Debbie: Scott has been working on the terminology, and he’s been thinking about folding the use cases into that.

Scott: There are some terms on the wiki that’s hard to get to. We’ll be putting that terminology on the OpenID wiki by next week’s call. Once those terms are there, I suggest we represent the use cases on the wiki itself so we can crosslink the terminology.

Sarah: That’s a good idea. The plan has always been to put the use cases on the wiki long term.

Debbie: Eve made a suggestion about coding the use cases and adding structure.

Sarah: Putting them on the wiki will force us to add structure.

Scott: Agreed.

Debbie: Let’s take a look at Eve’s use case. Alice is married and wishes to selectively share her medical record with other people.

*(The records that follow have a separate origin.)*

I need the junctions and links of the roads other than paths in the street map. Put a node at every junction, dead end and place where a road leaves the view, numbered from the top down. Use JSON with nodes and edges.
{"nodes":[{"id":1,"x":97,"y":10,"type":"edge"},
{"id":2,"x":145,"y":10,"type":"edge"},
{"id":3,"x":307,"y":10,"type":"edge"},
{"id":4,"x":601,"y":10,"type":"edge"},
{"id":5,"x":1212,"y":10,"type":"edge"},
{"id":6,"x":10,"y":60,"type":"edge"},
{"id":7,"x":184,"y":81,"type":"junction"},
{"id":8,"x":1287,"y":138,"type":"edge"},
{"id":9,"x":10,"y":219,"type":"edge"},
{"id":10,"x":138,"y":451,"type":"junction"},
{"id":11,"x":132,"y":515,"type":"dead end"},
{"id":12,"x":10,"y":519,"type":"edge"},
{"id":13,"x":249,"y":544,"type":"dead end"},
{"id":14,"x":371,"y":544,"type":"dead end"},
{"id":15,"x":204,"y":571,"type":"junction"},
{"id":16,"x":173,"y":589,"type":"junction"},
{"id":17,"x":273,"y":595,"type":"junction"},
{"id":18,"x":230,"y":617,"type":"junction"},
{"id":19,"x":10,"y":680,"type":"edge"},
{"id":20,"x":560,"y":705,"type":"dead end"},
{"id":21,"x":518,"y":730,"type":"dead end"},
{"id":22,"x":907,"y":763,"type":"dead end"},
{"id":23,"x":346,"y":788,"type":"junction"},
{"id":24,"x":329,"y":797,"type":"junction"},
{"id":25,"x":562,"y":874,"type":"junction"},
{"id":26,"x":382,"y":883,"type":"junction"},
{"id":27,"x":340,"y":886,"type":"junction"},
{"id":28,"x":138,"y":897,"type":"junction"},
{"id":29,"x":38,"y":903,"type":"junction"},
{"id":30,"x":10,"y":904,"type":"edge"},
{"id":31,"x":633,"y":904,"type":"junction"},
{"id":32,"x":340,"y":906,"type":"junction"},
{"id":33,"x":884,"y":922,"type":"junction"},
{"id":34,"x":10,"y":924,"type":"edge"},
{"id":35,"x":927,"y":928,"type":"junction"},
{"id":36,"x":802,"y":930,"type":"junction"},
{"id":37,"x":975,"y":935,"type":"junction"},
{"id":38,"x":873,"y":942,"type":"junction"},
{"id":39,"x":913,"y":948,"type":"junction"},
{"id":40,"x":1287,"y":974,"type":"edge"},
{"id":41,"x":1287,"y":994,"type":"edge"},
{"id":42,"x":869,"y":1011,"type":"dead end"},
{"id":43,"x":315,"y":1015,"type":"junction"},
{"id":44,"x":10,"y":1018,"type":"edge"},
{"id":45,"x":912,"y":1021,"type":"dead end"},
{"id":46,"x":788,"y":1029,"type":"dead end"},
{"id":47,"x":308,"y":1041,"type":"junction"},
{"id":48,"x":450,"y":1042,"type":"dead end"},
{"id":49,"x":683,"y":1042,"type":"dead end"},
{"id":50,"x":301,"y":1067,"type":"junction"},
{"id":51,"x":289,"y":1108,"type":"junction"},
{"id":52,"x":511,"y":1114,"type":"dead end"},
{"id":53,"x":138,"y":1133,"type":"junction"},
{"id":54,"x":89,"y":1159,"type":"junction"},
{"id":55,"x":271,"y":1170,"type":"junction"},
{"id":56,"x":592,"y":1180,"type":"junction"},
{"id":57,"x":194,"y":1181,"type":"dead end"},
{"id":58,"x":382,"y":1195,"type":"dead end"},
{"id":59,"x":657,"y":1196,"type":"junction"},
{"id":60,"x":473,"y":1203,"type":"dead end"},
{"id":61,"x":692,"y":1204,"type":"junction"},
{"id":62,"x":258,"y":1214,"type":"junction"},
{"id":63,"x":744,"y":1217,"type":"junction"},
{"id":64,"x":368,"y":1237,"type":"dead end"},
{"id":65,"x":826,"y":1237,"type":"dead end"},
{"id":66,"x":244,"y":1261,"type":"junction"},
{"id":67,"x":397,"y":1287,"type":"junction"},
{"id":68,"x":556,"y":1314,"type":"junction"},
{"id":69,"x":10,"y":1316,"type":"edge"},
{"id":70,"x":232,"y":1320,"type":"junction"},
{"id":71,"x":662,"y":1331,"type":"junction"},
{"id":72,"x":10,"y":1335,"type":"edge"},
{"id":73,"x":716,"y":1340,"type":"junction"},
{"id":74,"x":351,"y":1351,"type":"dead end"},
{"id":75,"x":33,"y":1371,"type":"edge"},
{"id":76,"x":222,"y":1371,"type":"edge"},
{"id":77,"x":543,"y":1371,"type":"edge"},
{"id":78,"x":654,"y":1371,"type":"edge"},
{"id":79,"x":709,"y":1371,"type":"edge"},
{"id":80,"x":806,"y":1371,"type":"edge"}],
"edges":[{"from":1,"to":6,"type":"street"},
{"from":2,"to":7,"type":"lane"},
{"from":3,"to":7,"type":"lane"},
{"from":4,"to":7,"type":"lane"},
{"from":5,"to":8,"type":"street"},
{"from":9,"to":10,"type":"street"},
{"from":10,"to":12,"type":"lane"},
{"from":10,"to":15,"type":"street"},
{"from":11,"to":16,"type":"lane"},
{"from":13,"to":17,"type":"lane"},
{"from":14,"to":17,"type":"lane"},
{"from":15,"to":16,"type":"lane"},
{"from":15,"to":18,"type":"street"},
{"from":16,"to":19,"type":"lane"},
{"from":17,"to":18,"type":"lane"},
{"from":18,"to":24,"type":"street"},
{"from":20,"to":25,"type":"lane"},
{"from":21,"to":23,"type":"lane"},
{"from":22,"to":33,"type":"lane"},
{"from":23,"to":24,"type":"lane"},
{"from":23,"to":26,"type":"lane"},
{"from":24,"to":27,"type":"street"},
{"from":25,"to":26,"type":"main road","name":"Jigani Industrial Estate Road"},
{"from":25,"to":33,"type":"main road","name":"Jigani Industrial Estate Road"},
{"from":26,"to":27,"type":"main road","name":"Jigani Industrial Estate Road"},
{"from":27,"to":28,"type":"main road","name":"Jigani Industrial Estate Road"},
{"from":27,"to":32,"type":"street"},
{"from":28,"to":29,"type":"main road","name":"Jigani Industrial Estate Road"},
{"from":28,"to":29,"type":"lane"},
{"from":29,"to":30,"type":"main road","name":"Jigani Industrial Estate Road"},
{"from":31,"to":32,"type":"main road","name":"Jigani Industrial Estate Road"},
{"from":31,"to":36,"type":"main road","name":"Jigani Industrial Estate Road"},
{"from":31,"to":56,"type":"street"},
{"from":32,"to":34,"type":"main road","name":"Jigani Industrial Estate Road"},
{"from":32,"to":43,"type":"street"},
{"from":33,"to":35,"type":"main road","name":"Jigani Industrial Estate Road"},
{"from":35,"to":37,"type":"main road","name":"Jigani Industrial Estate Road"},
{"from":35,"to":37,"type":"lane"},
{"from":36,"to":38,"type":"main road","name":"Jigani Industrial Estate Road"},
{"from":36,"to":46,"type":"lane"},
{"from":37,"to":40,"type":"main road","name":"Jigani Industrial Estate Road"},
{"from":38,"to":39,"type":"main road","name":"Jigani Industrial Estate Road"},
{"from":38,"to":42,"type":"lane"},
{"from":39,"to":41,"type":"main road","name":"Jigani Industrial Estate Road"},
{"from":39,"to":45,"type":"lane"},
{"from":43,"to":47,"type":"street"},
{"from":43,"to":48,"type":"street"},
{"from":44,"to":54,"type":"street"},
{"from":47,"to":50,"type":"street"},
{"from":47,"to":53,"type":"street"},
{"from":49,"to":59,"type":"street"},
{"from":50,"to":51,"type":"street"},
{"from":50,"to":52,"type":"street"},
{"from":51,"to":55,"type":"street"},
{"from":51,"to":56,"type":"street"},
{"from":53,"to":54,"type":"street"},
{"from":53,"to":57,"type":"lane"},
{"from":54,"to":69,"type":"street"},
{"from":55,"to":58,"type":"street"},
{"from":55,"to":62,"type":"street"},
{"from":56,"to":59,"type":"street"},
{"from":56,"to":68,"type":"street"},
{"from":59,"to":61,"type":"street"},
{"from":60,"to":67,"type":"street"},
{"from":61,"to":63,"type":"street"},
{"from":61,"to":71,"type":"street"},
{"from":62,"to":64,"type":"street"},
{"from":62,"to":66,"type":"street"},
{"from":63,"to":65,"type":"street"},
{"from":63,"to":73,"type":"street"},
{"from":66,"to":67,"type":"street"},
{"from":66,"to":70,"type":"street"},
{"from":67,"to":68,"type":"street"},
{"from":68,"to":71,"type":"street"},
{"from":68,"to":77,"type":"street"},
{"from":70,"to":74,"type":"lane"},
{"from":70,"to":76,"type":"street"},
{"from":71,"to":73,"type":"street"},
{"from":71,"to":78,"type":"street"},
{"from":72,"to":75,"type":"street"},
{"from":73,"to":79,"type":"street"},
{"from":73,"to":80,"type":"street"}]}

Tom: This use case could involve devices that are not connected to the internet. Alice could be entering it instead of having it transmitted.

Adrian: The delegation use case (elderly mom with caregiver) is designed to highlight the fact that UMA is allowing others to access the data. I think if you take out the device data, Eve’s use case and my use case are the same thing. I’m not sure what’s Eve’s intent was in putting device in there. Any personal data will look the same to our profiles.

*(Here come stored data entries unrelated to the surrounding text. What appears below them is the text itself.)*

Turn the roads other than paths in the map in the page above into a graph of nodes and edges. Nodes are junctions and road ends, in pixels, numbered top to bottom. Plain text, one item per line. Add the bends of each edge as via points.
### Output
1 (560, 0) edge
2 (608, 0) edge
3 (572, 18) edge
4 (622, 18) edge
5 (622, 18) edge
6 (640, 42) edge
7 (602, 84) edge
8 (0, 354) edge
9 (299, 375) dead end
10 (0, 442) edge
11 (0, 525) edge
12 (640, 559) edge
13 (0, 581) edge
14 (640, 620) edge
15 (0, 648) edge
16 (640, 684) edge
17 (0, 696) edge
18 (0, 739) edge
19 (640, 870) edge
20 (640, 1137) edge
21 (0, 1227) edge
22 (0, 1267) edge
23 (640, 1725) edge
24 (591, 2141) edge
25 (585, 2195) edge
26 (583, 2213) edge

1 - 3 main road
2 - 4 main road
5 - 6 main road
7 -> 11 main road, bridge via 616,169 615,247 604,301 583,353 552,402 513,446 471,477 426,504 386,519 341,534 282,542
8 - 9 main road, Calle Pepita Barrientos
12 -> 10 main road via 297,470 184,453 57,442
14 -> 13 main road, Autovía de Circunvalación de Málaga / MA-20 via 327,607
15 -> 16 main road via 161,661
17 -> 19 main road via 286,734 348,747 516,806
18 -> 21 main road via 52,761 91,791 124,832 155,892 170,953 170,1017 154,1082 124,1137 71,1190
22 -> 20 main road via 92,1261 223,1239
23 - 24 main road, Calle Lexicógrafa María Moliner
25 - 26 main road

There’s delegation of authorization of authority and there’s delegation of access.

Sarah: I don’t think I understand the distinction you’re trying to make.

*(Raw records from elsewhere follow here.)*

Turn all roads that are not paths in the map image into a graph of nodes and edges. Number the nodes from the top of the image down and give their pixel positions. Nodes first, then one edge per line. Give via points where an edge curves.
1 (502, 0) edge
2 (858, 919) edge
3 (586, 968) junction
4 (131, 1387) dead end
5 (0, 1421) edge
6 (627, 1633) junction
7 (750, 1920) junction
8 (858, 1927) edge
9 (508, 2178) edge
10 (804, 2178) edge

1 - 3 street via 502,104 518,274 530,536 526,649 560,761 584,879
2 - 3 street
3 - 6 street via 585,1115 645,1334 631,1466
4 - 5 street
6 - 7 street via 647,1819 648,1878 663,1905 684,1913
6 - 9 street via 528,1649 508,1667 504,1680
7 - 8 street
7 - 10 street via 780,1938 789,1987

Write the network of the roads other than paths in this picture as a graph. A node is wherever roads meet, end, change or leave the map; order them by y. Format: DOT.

Adrian: The “others” in the title have nothing to do with the resource owner.

Sarah: Yes they do. The resource owner has delegated access to them.

Justin: I think maybe Adrian is conflating resource owner with data subject. I’m having trouble following.

Adrian: In one case, you’re delegating to someone who will use the data. In the other case you’re delegating the ability to delegate access.

Sarah: There’s no technical difference between the two.

Adrian: But when you do that, the resource server may know it’s a case of delegation. It is out of band of the UMA profile. That’s delegation from the resource subject to what we’re calling the grantor. They control the authorization server. That’s what I call delegation of authorization.

Debbie: Now that Eve has joined, is there a specific kind of delegation we’re talking about?

Eve: We’ve been defining some terms in UMA legal. We now have a concept of a “resource subject” or “data subject” or “pii subject”. I think what we mean is the person controlling the authorization of data that is relating to them.

Sarah: Would you say that’s the difference between the use cases is that the grantor is the resource subject in yours and the grantor isn’t the resource subject in Adrian’s?

Eve: Yes

Eve: We can always make another use case that adds IoT. There are a lot of reasons to want unified sharing. We can stick to that and not add complications of IoT.

Debbie: Who are the actors that we’re delegating to?

Eve: Alice’s husband would probably be a good exemplar of everyone she could share to. I just happened to come from an institution where I had to fill out an advanced directive. I also have a list of medications and immunizations. We’ve talked about the virtual clipboard.

Adrian: Eve, in your use case, are there any documents or attributes that are public and not protected?

Eve: Let’s say you have an API with a hundred elements of data. Let’s say 97 are worth protecting and three tend to be things you want to be publicly available. You would still put them under protection and set policy making them public, that way you have an audit trail and if you ever want to protect it, you can do that easily.

Adrian: Is there a situation where Bob might not want to disclose who he is to get access to Alice’s resources?

Debbie: I think we’re trying to start with a simple profile.

Sarah: There is nothing in the protocol that prevents Alice from setting a policy on her authorization server allowing access to a resource with no login required and no access record possible.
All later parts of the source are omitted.